Kristin Addis from Be My Travel Muse writes our regular column on solo female travel. It’s an important topic I can’t adequately cover, so I brought in an expert to share her advice for other women travelers to help cover the topics important and specific to them! In this post, she dives into hiking solo!

I’ll always remember the way that the sun came up over Kawah Ijen volcano on Java, in Indonesia, illuminating the green lake in front of me. Smoke rose into the air from the volcano vents, while just Alex, another solo traveler I met halfway up the trail, and I watched as it came up. In the highlight reel of my life, that sunrise will make the cut.

This was at the end of ten months of solo traveling, and now that I think about it, this must have been my first-ever solo hike, which began in the dark, under the stars.

Since then I’ve done numerous trails solo, sometimes in the dark, and some at over 18,000 feet in altitude. I’ve hiked thousands of miles now, much of it as a solo traveler.

I’m often asked: can solo female travelers still enjoy hiking and backpacking? Let’s dive in to the factors that determine the answer.

Can hiking alone ever be considered safe?

Kristin Addis hiking in the Montana mountains
For fans of the book Wild by Cheryl Strayed, the idea of striking out alone might sound intriguing but also totally crazy. She had no experience, had overpacked, and was tackling one of the longest through hikes in the world on her own.

Was she insane to do this? Can hiking alone ever really be safe?

Like solo traveling, some people will argue that hiking alone is never safe, no matter what. As someone who does it all the time, I have a different take on it. I find it empowering, incredibly peaceful, and one of the best ways to get closer to myself. I get to push out all the noise and clutter and just be one with nature. That said, you have to take precautions to make yourself safer.

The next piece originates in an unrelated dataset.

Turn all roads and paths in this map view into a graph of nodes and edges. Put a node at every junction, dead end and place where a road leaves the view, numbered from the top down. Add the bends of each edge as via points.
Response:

Let’s start with those important steps before we move on:

  • Carry a spot beacon or satellite phone. Both of these lightweight items allow you to call for help and to regularly message your family and friends with your location as well. Satellite phones don’t come cheap, but our lives are worth it, yes?
  • Understand what the animal situation is. Educating yourself about your surroundings is imperative. In Glacier National Park, for example, I needed to carry bear spray, and in Alaska, I carry bear cans, and I made sure I understood how to use it.
  • Stick to trails. Popular, well-marked trails in national parks are a much smarter choice than heading into the backcountry in Alaska solo, for example, where it’s too easy to get lost since there’s no trail, and where it’s unlikely that anyone else will be out. But on popular trails, you’ll never have to truly be alone.

Start small

a green forested hiking trail in Austria
The trail I referenced in the intro is only a couple of hours long, and I had a lifetime of experience hiking with my family prior to deciding to do it solo. Start small, and go for shorter hikes in the beginning.

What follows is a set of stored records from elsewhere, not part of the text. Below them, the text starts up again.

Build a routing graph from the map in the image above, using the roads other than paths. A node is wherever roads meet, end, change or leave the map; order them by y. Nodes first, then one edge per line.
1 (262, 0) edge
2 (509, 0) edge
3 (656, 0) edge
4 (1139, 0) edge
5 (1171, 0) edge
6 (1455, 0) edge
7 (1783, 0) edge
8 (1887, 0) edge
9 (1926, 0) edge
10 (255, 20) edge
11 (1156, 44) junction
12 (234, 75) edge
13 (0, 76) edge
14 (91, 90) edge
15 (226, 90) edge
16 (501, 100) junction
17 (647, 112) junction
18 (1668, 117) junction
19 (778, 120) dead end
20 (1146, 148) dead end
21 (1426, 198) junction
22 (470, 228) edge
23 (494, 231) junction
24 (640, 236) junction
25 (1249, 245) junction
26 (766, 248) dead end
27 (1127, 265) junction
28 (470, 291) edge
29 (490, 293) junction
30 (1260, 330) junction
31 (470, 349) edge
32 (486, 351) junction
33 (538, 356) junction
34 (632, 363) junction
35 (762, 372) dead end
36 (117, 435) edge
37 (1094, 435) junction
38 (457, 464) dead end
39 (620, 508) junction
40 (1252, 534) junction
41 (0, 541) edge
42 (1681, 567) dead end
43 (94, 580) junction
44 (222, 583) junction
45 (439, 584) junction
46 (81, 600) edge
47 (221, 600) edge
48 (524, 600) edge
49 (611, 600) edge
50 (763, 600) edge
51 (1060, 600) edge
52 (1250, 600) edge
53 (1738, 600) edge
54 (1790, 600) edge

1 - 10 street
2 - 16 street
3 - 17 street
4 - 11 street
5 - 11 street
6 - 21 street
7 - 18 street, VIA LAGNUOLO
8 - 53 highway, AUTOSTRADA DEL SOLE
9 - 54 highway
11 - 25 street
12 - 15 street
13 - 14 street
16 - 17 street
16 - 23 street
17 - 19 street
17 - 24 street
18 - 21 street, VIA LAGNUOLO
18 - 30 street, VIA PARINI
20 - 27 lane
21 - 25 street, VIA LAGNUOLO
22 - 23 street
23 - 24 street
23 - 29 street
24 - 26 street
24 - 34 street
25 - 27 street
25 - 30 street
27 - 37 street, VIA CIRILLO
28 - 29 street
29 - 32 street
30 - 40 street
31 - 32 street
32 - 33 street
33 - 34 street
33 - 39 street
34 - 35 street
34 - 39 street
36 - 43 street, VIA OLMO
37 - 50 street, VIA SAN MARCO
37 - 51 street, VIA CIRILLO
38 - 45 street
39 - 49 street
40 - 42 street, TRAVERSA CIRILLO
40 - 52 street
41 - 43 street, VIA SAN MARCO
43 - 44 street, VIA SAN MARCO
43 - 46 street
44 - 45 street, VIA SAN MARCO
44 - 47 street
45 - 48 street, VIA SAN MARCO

You can gain knowledge and confidence quickly. Less than a year after that first solo hike, I went on the Annapurna Circuit and Sanctuary treks in Nepal, at a combined 14 days; a couple years later, I solo-backpacked the Santa Cruz Trek in Peru. Both are high-altitude hikes and required a lot of stamina. I worked up to these — and you can too. But first, start smaller, and go with other people while you learn the ropes.

Pick popular trails

Inverie, United Kingdom hiking trail
I usually hike popular trails. You’re not going to see me heading off into the backcountry alone. I’m not good enough at navigation for that. However, I’m totally confident on a well-marked trail.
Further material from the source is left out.